As his ally in his plot, Giesing chose Hitler’s surgeon, who had been an adversary of Morell’s for a long time. Karl Brandt was in Berlin at the time, but when Giesing called he took the next plane to East Prussia without hesitation and immediately summoned the accused man. While the personal physician must have worried that he was being collared for Eukodal, he was practically relieved when his opponents tried to snare him with the anti-gas pills, which were available without prescription. Morell was also able to demonstrate that he had not even prescribed them, but that Hitler had organized the acquisition of the pills through his valet, Linge. Brandt, who had little knowledge of biochemistry and focused his attention on the side-effects of strychnine, was not satisfied with this defense. He threatened Morell: “Do you think anyone would believe you if you claimed that you didn’t issue this pre
scription? Do you think Himmler might treat you differently from anyone else? So many people are being executed at present that the matter would be dealt with quite coldly.”158 Just a week later Brandt added: “I have proof that this is a simple case of strychnine poisoning. I can tell you quite openly that over the last five days I have only stayed here because of the Führer’s illness.”159
But what sort of illness was that exactly? Was it really icterus—jaundice? Or might it be a typical kind of junkie hepatitis because Morell wasn’t using properly sterile needles? Hitler, whose syringes were only ever disinfected with alcohol, wasn’t looking well.160 His liver, under heavy attack from those many toxic substances over the past few months, was releasing the bile pigment bilirubin: a warning signal that turns skin and eyes yellow. Morell was being accused of poisoning his patient. There was an air of threat when Brandt addressed Hitler. Meanwhile, on the night of October 5, 1944, Morell suffered a brain edema from the agitation.
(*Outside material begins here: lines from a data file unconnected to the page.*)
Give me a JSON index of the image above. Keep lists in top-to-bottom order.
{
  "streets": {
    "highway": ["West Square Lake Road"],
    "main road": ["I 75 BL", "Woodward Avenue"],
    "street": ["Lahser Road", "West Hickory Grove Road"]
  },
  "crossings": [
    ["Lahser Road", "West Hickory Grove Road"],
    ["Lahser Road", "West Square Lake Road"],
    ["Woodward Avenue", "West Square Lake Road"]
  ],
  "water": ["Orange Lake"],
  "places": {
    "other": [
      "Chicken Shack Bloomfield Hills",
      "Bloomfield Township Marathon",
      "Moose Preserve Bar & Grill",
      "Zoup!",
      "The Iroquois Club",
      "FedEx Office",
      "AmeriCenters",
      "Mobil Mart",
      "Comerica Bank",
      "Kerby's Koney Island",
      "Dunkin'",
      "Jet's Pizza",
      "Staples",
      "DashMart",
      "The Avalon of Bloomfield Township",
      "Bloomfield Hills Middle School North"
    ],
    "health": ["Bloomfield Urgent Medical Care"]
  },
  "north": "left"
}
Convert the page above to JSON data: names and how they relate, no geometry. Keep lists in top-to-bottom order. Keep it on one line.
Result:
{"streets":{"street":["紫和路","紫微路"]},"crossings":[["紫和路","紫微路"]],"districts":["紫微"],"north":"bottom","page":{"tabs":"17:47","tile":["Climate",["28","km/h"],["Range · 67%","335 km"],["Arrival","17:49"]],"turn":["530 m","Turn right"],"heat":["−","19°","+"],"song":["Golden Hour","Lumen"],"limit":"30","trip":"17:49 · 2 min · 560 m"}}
Hitler was unsettled beyond measure by the accusations: Treachery? Poison? Might he have been mistaken for all those years? Was he being double-crossed by his personally chosen doctor, Morell, the truest of the true, the best of all his friends? Wouldn’t dropping his personal physician, who had just given him a beneficial injection of Eukodal, amount to a kind of self-abandonment? Wouldn’t it leave him high and dry, vulnerable? This was an attack that might prove fatal, as his power was based on charisma. After all, it was the drugs that helped him artificially maintain his previously natural aura, on which everything depended.